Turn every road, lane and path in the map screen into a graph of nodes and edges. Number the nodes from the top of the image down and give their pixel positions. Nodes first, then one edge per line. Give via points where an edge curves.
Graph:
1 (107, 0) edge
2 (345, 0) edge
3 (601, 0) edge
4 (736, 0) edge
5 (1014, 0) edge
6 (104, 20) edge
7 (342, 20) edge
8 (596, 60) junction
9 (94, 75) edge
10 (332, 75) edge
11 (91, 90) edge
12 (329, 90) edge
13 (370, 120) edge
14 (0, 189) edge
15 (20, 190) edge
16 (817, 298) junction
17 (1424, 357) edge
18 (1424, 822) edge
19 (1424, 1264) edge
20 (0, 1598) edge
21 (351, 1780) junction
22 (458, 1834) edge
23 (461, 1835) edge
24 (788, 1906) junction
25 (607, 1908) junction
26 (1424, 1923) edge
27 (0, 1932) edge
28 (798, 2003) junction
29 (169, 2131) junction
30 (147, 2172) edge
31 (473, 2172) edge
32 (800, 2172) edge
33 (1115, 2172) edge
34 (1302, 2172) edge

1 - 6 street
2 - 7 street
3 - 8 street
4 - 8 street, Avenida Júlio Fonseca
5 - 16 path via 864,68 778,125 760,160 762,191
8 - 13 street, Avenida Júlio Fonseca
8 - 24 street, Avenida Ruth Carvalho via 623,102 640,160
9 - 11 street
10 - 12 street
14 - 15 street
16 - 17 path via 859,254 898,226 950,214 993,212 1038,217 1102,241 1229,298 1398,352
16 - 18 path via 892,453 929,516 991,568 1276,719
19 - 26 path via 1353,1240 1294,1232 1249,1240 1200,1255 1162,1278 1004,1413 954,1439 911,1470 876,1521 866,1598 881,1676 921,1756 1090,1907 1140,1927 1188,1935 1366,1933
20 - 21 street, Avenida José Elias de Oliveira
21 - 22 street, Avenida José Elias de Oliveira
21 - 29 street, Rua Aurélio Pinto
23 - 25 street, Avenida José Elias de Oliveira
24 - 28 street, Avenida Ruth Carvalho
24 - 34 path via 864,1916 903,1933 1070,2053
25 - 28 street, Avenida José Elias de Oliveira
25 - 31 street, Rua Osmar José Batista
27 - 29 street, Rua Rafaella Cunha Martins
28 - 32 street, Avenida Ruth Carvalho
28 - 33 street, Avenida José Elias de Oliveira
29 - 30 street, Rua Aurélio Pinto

+ + + +

### Work order
Repeat the whole of the data above exactly, keeping every word.

### Solution for this task
Turn every road, lane and path in the map screen into a graph of nodes and edges. Number the nodes from the top of the image down and give their pixel positions. Nodes first, then one edge per line. Give via points where an edge curves.
Graph:
1 (107, 0) edge
2 (345, 0) edge
3 (601, 0) edge
4 (736, 0) edge
5 (1014, 0) edge
6 (104, 20) edge
7 (342, 20) edge
8 (596, 60) junction
9 (94, 75) edge
10 (332, 75) edge
11 (91, 90) edge
12 (329, 90) edge
13 (370, 120) edge
14 (0, 189) edge
15 (20, 190) edge
16 (817, 298) junction
17 (1424, 357) edge
18 (1424, 822) edge
19 (1424, 1264) edge
20 (0, 1598) edge
21 (351, 1780) junction
22 (458, 1834) edge
23 (461, 1835) edge
24 (788, 1906) junction
25 (607, 1908) junction
26 (1424, 1923) edge
27 (0, 1932) edge
28 (798, 2003) junction
29 (169, 2131) junction
30 (147, 2172) edge
31 (473, 2172) edge
32 (800, 2172) edge
33 (1115, 2172) edge
34 (1302, 2172) edge

1 - 6 street
2 - 7 street
3 - 8 street
4 - 8 street, Avenida Júlio Fonseca
5 - 16 path via 864,68 778,125 760,160 762,191
8 - 13 street, Avenida Júlio Fonseca
8 - 24 street, Avenida Ruth Carvalho via 623,102 640,160
9 - 11 street
10 - 12 street
14 - 15 street
16 - 17 path via 859,254 898,226 950,214 993,212 1038,217 1102,241 1229,298 1398,352
16 - 18 path via 892,453 929,516 991,568 1276,719
19 - 26 path via 1353,1240 1294,1232 1249,1240 1200,1255 1162,1278 1004,1413 954,1439 911,1470 876,1521 866,1598 881,1676 921,1756 1090,1907 1140,1927 1188,1935 1366,1933
20 - 21 street, Avenida José Elias de Oliveira
21 - 22 street, Avenida José Elias de Oliveira
21 - 29 street, Rua Aurélio Pinto
23 - 25 street, Avenida José Elias de Oliveira
24 - 28 street, Avenida Ruth Carvalho
24 - 34 path via 864,1916 903,1933 1070,2053
25 - 28 street, Avenida José Elias de Oliveira
25 - 31 street, Rua Osmar José Batista
27 - 29 street, Rua Rafaella Cunha Martins
28 - 32 street, Avenida Ruth Carvalho
28 - 33 street, Avenida José Elias de Oliveira
29 - 30 street, Rua Aurélio Pinto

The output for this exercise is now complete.